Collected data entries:
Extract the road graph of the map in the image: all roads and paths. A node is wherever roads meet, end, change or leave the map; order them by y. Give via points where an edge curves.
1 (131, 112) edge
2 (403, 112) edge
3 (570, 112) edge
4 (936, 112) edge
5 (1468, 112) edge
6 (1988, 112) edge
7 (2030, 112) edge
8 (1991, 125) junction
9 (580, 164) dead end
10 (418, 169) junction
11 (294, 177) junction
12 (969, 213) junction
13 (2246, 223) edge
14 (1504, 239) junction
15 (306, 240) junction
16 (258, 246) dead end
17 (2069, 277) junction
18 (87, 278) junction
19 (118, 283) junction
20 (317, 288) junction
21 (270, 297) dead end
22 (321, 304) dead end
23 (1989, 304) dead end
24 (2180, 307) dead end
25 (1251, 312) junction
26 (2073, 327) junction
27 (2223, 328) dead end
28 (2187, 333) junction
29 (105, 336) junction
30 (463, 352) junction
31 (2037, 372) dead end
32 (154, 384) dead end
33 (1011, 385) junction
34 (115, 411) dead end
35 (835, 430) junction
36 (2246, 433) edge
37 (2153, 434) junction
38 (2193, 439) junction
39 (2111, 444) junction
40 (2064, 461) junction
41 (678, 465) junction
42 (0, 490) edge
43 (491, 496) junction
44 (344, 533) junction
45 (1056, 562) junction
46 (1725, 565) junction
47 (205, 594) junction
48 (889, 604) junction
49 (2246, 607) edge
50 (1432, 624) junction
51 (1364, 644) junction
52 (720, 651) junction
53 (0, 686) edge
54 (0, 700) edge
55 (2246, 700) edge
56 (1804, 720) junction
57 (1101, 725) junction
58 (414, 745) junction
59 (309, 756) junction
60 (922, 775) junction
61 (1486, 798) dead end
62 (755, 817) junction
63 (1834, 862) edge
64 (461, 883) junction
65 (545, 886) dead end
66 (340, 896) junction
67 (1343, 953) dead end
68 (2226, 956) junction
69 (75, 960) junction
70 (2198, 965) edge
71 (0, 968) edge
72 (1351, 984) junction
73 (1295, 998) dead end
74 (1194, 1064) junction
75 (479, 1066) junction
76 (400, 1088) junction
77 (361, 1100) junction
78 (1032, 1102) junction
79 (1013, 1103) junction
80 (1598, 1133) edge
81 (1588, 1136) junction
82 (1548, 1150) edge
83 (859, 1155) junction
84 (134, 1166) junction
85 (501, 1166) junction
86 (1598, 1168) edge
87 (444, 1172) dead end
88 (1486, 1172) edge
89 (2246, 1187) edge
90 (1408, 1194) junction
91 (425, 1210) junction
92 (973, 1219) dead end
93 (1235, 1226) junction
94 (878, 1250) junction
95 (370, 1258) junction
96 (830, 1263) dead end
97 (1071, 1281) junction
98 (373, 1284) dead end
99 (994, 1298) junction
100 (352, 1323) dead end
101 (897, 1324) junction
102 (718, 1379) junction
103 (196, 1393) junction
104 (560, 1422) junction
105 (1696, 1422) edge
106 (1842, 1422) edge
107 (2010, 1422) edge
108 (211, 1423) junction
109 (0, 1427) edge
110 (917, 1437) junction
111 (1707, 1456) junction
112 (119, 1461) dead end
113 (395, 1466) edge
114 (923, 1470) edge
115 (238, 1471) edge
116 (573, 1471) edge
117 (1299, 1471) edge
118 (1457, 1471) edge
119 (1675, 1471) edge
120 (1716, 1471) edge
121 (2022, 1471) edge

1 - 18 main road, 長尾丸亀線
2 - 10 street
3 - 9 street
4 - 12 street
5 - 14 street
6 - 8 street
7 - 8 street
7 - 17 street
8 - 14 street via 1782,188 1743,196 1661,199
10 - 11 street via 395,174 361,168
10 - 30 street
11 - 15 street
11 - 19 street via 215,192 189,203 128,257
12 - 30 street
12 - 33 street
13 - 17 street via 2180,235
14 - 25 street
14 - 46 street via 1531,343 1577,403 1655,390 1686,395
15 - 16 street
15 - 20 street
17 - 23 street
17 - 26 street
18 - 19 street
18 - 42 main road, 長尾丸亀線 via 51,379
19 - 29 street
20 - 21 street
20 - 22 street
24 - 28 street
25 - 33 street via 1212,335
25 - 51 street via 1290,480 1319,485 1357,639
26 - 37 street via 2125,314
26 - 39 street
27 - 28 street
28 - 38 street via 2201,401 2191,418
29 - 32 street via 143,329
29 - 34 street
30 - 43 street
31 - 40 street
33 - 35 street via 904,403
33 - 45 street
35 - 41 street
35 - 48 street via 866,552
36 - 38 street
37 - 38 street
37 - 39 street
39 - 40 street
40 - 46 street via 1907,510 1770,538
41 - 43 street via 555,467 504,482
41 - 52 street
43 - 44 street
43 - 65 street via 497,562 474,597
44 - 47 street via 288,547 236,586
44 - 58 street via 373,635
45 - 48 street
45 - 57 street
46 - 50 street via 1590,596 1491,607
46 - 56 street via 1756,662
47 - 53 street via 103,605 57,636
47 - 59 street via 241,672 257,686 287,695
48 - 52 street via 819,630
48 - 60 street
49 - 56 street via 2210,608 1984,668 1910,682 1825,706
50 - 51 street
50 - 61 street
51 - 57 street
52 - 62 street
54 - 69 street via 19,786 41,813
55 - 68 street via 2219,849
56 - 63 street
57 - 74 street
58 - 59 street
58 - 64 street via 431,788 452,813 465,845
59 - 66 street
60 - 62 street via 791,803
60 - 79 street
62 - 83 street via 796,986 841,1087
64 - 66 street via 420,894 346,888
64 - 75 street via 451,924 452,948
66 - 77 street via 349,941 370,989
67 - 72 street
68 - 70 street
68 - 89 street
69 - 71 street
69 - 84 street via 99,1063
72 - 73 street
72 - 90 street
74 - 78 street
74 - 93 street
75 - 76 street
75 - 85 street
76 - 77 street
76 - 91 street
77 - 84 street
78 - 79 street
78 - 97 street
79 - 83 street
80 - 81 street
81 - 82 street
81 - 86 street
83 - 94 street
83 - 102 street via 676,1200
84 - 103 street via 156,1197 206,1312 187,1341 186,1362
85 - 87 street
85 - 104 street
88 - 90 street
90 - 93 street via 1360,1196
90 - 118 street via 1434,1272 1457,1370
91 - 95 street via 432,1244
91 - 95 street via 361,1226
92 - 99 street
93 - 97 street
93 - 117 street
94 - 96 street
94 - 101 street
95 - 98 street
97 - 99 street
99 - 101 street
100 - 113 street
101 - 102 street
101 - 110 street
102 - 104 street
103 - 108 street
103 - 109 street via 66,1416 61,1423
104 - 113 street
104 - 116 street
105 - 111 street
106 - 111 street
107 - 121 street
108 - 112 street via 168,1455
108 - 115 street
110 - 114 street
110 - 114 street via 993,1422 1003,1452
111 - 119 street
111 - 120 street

## Problem description
The response should be a verbatim transcription of the data.

## Exercise result
Extract the road graph of the map in the image: all roads and paths. A node is wherever roads meet, end, change or leave the map; order them by y. Give via points where an edge curves.
1 (131, 112) edge
2 (403, 112) edge
3 (570, 112) edge
4 (936, 112) edge
5 (1468, 112) edge
6 (1988, 112) edge
7 (2030, 112) edge
8 (1991, 125) junction
9 (580, 164) dead end
10 (418, 169) junction
11 (294, 177) junction
12 (969, 213) junction
13 (2246, 223) edge
14 (1504, 239) junction
15 (306, 240) junction
16 (258, 246) dead end
17 (2069, 277) junction
18 (87, 278) junction
19 (118, 283) junction
20 (317, 288) junction
21 (270, 297) dead end
22 (321, 304) dead end
23 (1989, 304) dead end
24 (2180, 307) dead end
25 (1251, 312) junction
26 (2073, 327) junction
27 (2223, 328) dead end
28 (2187, 333) junction
29 (105, 336) junction
30 (463, 352) junction
31 (2037, 372) dead end
32 (154, 384) dead end
33 (1011, 385) junction
34 (115, 411) dead end
35 (835, 430) junction
36 (2246, 433) edge
37 (2153, 434) junction
38 (2193, 439) junction
39 (2111, 444) junction
40 (2064, 461) junction
41 (678, 465) junction
42 (0, 490) edge
43 (491, 496) junction
44 (344, 533) junction
45 (1056, 562) junction
46 (1725, 565) junction
47 (205, 594) junction
48 (889, 604) junction
49 (2246, 607) edge
50 (1432, 624) junction
51 (1364, 644) junction
52 (720, 651) junction
53 (0, 686) edge
54 (0, 700) edge
55 (2246, 700) edge
56 (1804, 720) junction
57 (1101, 725) junction
58 (414, 745) junction
59 (309, 756) junction
60 (922, 775) junction
61 (1486, 798) dead end
62 (755, 817) junction
63 (1834, 862) edge
64 (461, 883) junction
65 (545, 886) dead end
66 (340, 896) junction
67 (1343, 953) dead end
68 (2226, 956) junction
69 (75, 960) junction
70 (2198, 965) edge
71 (0, 968) edge
72 (1351, 984) junction
73 (1295, 998) dead end
74 (1194, 1064) junction
75 (479, 1066) junction
76 (400, 1088) junction
77 (361, 1100) junction
78 (1032, 1102) junction
79 (1013, 1103) junction
80 (1598, 1133) edge
81 (1588, 1136) junction
82 (1548, 1150) edge
83 (859, 1155) junction
84 (134, 1166) junction
85 (501, 1166) junction
86 (1598, 1168) edge
87 (444, 1172) dead end
88 (1486, 1172) edge
89 (2246, 1187) edge
90 (1408, 1194) junction
91 (425, 1210) junction
92 (973, 1219) dead end
93 (1235, 1226) junction
94 (878, 1250) junction
95 (370, 1258) junction
96 (830, 1263) dead end
97 (1071, 1281) junction
98 (373, 1284) dead end
99 (994, 1298) junction
100 (352, 1323) dead end
101 (897, 1324) junction
102 (718, 1379) junction
103 (196, 1393) junction
104 (560, 1422) junction
105 (1696, 1422) edge
106 (1842, 1422) edge
107 (2010, 1422) edge
108 (211, 1423) junction
109 (0, 1427) edge
110 (917, 1437) junction
111 (1707, 1456) junction
112 (119, 1461) dead end
113 (395, 1466) edge
114 (923, 1470) edge
115 (238, 1471) edge
116 (573, 1471) edge
117 (1299, 1471) edge
118 (1457, 1471) edge
119 (1675, 1471) edge
120 (1716, 1471) edge
121 (2022, 1471) edge

1 - 18 main road, 長尾丸亀線
2 - 10 street
3 - 9 street
4 - 12 street
5 - 14 street
6 - 8 street
7 - 8 street
7 - 17 street
8 - 14 street via 1782,188 1743,196 1661,199
10 - 11 street via 395,174 361,168
10 - 30 street
11 - 15 street
11 - 19 street via 215,192 189,203 128,257
12 - 30 street
12 - 33 street
13 - 17 street via 2180,235
14 - 25 street
14 - 46 street via 1531,343 1577,403 1655,390 1686,395
15 - 16 street
15 - 20 street
17 - 23 street
17 - 26 street
18 - 19 street
18 - 42 main road, 長尾丸亀線 via 51,379
19 - 29 street
20 - 21 street
20 - 22 street
24 - 28 street
25 - 33 street via 1212,335
25 - 51 street via 1290,480 1319,485 1357,639
26 - 37 street via 2125,314
26 - 39 street
27 - 28 street
28 - 38 street via 2201,401 2191,418
29 - 32 street via 143,329
29 - 34 street
30 - 43 street
31 - 40 street
33 - 35 street via 904,403
33 - 45 street
35 - 41 street
35 - 48 street via 866,552
36 - 38 street
37 - 38 street
37 - 39 street
39 - 40 street
40 - 46 street via 1907,510 1770,538
41 - 43 street via 555,467 504,482
41 - 52 street
43 - 44 street
43 - 65 street via 497,562 474,597
44 - 47 street via 288,547 236,586
44 - 58 street via 373,635
45 - 48 street
45 - 57 street
46 - 50 street via 1590,596 1491,607
46 - 56 street via 1756,662
47 - 53 street via 103,605 57,636
47 - 59 street via 241,672 257,686 287,695
48 - 52 street via 819,630
48 - 60 street
49 - 56 street via 2210,608 1984,668 1910,682 1825,706
50 - 51 street
50 - 61 street
51 - 57 street
52 - 62 street
54 - 69 street via 19,786 41,813
55 - 68 street via 2219,849
56 - 63 street
57 - 74 street
58 - 59 street
58 - 64 street via 431,788 452,813 465,845
59 - 66 street
60 - 62 street via 791,803
60 - 79 street
62 - 83 street via 796,986 841,1087
64 - 66 street via 420,894 346,888
64 - 75 street via 451,924 452,948
66 - 77 street via 349,941 370,989
67 - 72 street
68 - 70 street
68 - 89 street
69 - 71 street
69 - 84 street via 99,1063
72 - 73 street
72 - 90 street
74 - 78 street
74 - 93 street
75 - 76 street
75 - 85 street
76 - 77 street
76 - 91 street
77 - 84 street
78 - 79 street
78 - 97 street
79 - 83 street
80 - 81 street
81 - 82 street
81 - 86 street
83 - 94 street
83 - 102 street via 676,1200
84 - 103 street via 156,1197 206,1312 187,1341 186,1362
85 - 87 street
85 - 104 street
88 - 90 street
90 - 93 street via 1360,1196
90 - 118 street via 1434,1272 1457,1370
91 - 95 street via 432,1244
91 - 95 street via 361,1226
92 - 99 street
93 - 97 street
93 - 117 street
94 - 96 street
94 - 101 street
95 - 98 street
97 - 99 street
99 - 101 street
100 - 113 street
101 - 102 street
101 - 110 street
102 - 104 street
103 - 108 street
103 - 109 street via 66,1416 61,1423
104 - 113 street
104 - 116 street
105 - 111 street
106 - 111 street
107 - 121 street
108 - 112 street via 168,1455
108 - 115 street
110 - 114 street
110 - 114 street via 993,1422 1003,1452
111 - 119 street
111 - 120 street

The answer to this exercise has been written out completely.